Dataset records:
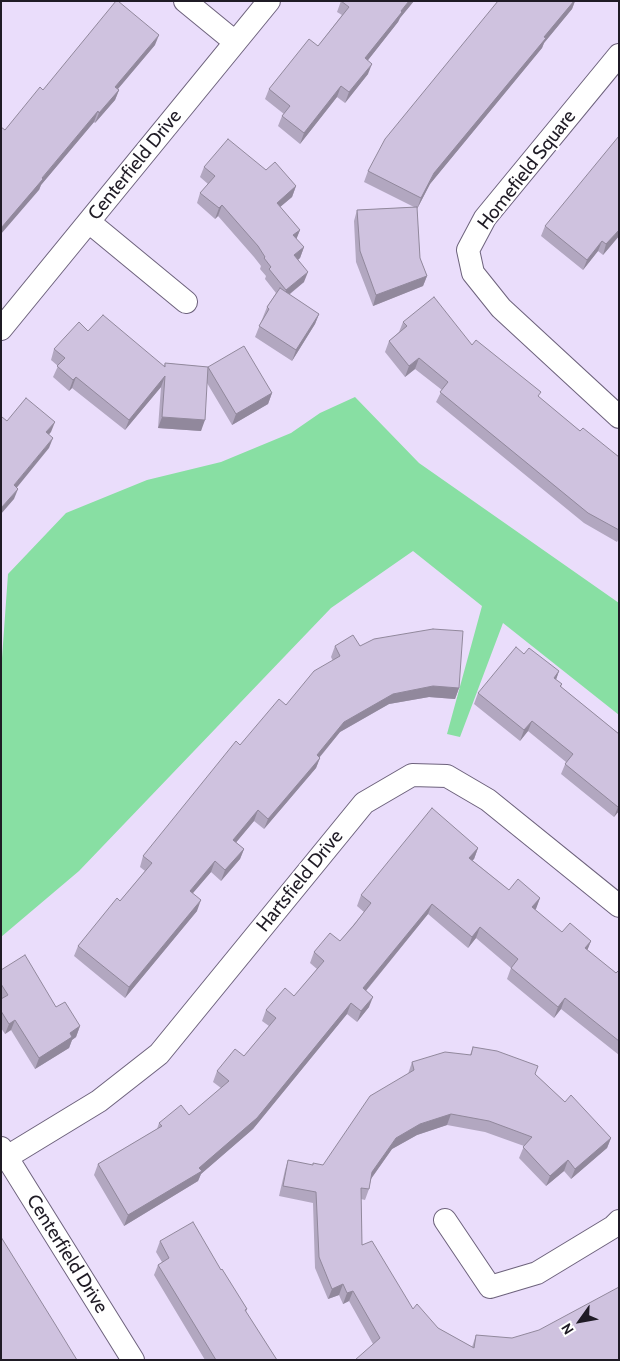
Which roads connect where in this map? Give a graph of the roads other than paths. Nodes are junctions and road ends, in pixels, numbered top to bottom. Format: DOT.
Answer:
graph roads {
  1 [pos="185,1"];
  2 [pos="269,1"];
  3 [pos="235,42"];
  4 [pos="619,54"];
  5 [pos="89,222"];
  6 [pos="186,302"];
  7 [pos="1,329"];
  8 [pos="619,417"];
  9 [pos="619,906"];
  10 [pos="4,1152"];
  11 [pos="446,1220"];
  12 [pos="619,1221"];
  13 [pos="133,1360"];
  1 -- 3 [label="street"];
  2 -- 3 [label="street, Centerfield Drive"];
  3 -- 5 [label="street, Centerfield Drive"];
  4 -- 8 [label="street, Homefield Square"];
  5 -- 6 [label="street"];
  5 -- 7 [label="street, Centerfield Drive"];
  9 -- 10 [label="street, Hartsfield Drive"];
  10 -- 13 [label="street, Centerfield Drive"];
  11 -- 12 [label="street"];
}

TASK DIRECTIONS:
Restate the records above word for word, without the pictures.

TASK RESULT:
Which roads connect where in this map? Give a graph of the roads other than paths. Nodes are junctions and road ends, in pixels, numbered top to bottom. Format: DOT.
Answer:
graph roads {
  1 [pos="185,1"];
  2 [pos="269,1"];
  3 [pos="235,42"];
  4 [pos="619,54"];
  5 [pos="89,222"];
  6 [pos="186,302"];
  7 [pos="1,329"];
  8 [pos="619,417"];
  9 [pos="619,906"];
  10 [pos="4,1152"];
  11 [pos="446,1220"];
  12 [pos="619,1221"];
  13 [pos="133,1360"];
  1 -- 3 [label="street"];
  2 -- 3 [label="street, Centerfield Drive"];
  3 -- 5 [label="street, Centerfield Drive"];
  4 -- 8 [label="street, Homefield Square"];
  5 -- 6 [label="street"];
  5 -- 7 [label="street, Centerfield Drive"];
  9 -- 10 [label="street, Hartsfield Drive"];
  10 -- 13 [label="street, Centerfield Drive"];
  11 -- 12 [label="street"];
}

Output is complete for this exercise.